## What the task asks
Give back the whole listing word for word and skip each picture.

## Provided material
________________
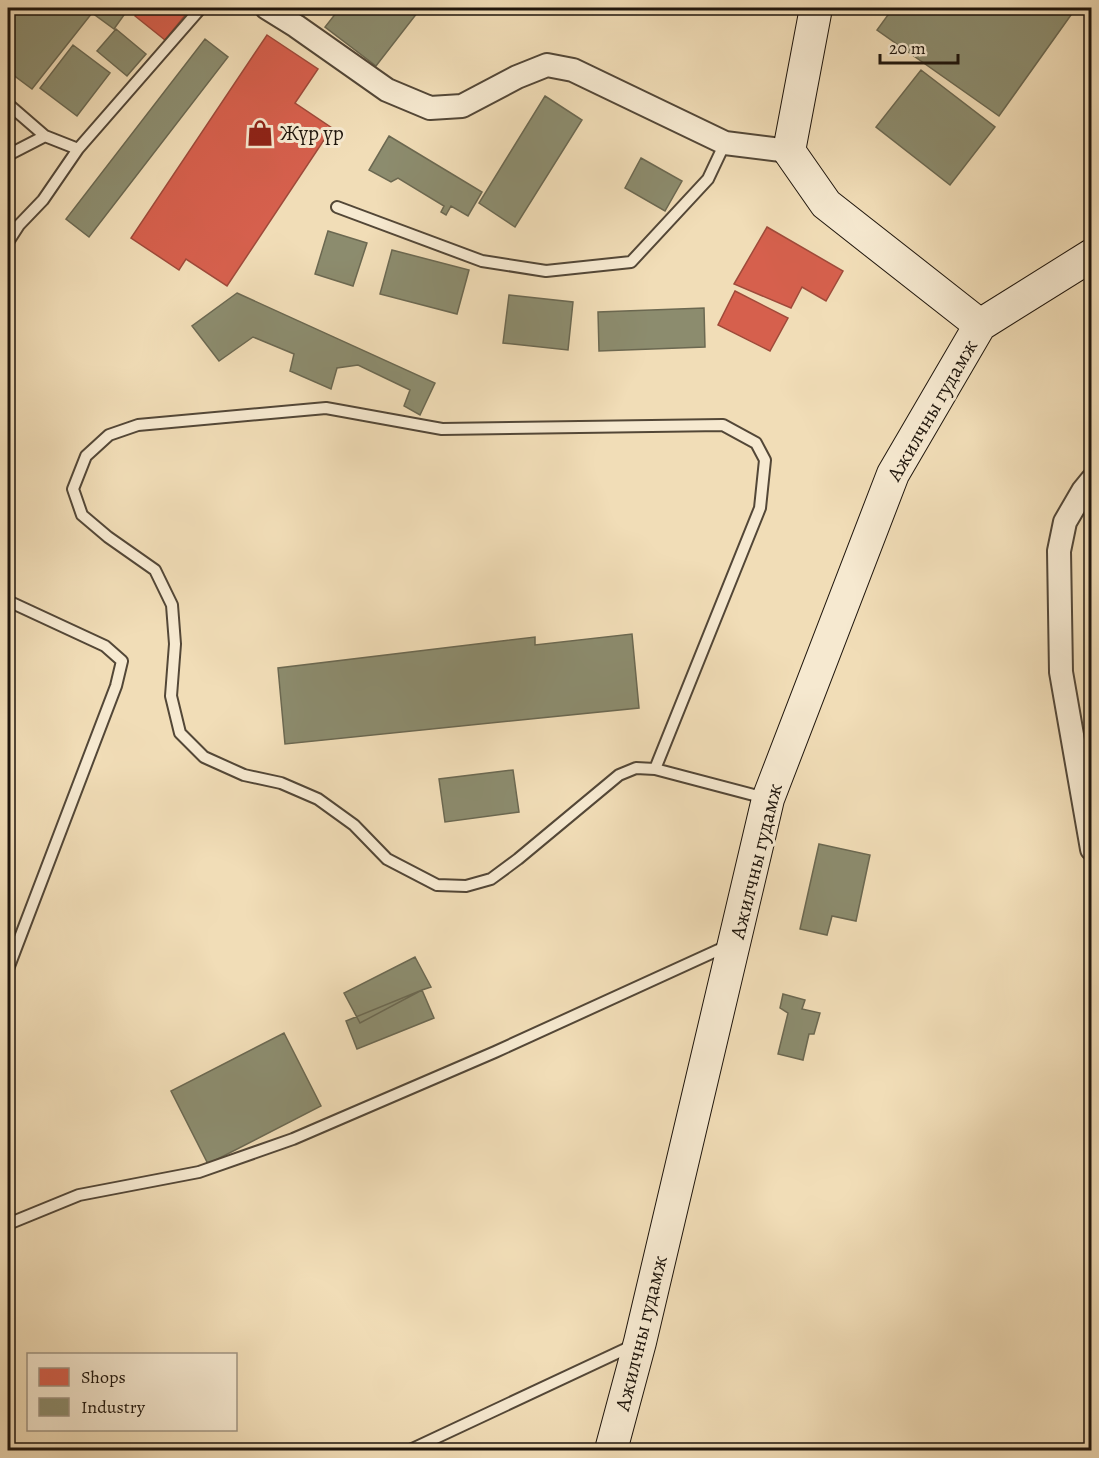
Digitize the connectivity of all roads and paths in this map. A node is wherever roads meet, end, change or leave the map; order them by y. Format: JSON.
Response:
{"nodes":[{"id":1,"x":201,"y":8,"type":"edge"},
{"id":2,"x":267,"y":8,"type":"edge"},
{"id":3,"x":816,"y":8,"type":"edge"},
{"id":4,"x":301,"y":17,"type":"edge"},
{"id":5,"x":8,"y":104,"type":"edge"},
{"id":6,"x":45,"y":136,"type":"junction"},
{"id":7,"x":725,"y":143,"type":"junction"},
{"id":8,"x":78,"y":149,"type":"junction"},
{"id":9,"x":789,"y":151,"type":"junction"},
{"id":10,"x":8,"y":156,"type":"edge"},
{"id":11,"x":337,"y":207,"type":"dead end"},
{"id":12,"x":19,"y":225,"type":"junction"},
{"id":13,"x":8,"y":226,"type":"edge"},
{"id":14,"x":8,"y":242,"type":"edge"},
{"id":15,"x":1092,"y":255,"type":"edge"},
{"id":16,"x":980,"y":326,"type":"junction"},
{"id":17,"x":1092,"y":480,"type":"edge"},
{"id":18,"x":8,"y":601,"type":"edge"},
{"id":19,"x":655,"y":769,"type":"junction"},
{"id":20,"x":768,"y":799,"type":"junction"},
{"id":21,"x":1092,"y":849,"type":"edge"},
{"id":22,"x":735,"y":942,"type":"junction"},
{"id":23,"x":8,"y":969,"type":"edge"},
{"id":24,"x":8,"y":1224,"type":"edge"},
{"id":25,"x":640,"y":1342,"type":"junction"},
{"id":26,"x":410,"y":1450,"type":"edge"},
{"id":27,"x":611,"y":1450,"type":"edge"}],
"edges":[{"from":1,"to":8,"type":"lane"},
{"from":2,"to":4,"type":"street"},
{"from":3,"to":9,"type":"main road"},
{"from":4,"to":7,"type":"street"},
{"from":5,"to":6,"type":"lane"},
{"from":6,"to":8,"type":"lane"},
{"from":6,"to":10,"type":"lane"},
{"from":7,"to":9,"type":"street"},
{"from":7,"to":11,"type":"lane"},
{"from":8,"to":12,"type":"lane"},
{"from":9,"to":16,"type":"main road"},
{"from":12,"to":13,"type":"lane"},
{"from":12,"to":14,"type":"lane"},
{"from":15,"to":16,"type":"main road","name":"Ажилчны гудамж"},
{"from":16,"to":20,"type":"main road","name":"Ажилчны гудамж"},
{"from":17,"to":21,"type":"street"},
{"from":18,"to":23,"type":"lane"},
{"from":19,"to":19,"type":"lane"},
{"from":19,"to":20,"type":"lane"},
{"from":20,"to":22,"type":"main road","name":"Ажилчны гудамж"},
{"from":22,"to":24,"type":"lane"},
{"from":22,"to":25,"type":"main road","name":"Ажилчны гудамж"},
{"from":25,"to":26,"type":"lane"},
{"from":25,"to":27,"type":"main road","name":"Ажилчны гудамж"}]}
________________
## Output below
Digitize the connectivity of all roads and paths in this map. A node is wherever roads meet, end, change or leave the map; order them by y. Format: JSON.
Response:
{"nodes":[{"id":1,"x":201,"y":8,"type":"edge"},
{"id":2,"x":267,"y":8,"type":"edge"},
{"id":3,"x":816,"y":8,"type":"edge"},
{"id":4,"x":301,"y":17,"type":"edge"},
{"id":5,"x":8,"y":104,"type":"edge"},
{"id":6,"x":45,"y":136,"type":"junction"},
{"id":7,"x":725,"y":143,"type":"junction"},
{"id":8,"x":78,"y":149,"type":"junction"},
{"id":9,"x":789,"y":151,"type":"junction"},
{"id":10,"x":8,"y":156,"type":"edge"},
{"id":11,"x":337,"y":207,"type":"dead end"},
{"id":12,"x":19,"y":225,"type":"junction"},
{"id":13,"x":8,"y":226,"type":"edge"},
{"id":14,"x":8,"y":242,"type":"edge"},
{"id":15,"x":1092,"y":255,"type":"edge"},
{"id":16,"x":980,"y":326,"type":"junction"},
{"id":17,"x":1092,"y":480,"type":"edge"},
{"id":18,"x":8,"y":601,"type":"edge"},
{"id":19,"x":655,"y":769,"type":"junction"},
{"id":20,"x":768,"y":799,"type":"junction"},
{"id":21,"x":1092,"y":849,"type":"edge"},
{"id":22,"x":735,"y":942,"type":"junction"},
{"id":23,"x":8,"y":969,"type":"edge"},
{"id":24,"x":8,"y":1224,"type":"edge"},
{"id":25,"x":640,"y":1342,"type":"junction"},
{"id":26,"x":410,"y":1450,"type":"edge"},
{"id":27,"x":611,"y":1450,"type":"edge"}],
"edges":[{"from":1,"to":8,"type":"lane"},
{"from":2,"to":4,"type":"street"},
{"from":3,"to":9,"type":"main road"},
{"from":4,"to":7,"type":"street"},
{"from":5,"to":6,"type":"lane"},
{"from":6,"to":8,"type":"lane"},
{"from":6,"to":10,"type":"lane"},
{"from":7,"to":9,"type":"street"},
{"from":7,"to":11,"type":"lane"},
{"from":8,"to":12,"type":"lane"},
{"from":9,"to":16,"type":"main road"},
{"from":12,"to":13,"type":"lane"},
{"from":12,"to":14,"type":"lane"},
{"from":15,"to":16,"type":"main road","name":"Ажилчны гудамж"},
{"from":16,"to":20,"type":"main road","name":"Ажилчны гудамж"},
{"from":17,"to":21,"type":"street"},
{"from":18,"to":23,"type":"lane"},
{"from":19,"to":19,"type":"lane"},
{"from":19,"to":20,"type":"lane"},
{"from":20,"to":22,"type":"main road","name":"Ажилчны гудамж"},
{"from":22,"to":24,"type":"lane"},
{"from":22,"to":25,"type":"main road","name":"Ажилчны гудамж"},
{"from":25,"to":26,"type":"lane"},
{"from":25,"to":27,"type":"main road","name":"Ажилчны гудамж"}]}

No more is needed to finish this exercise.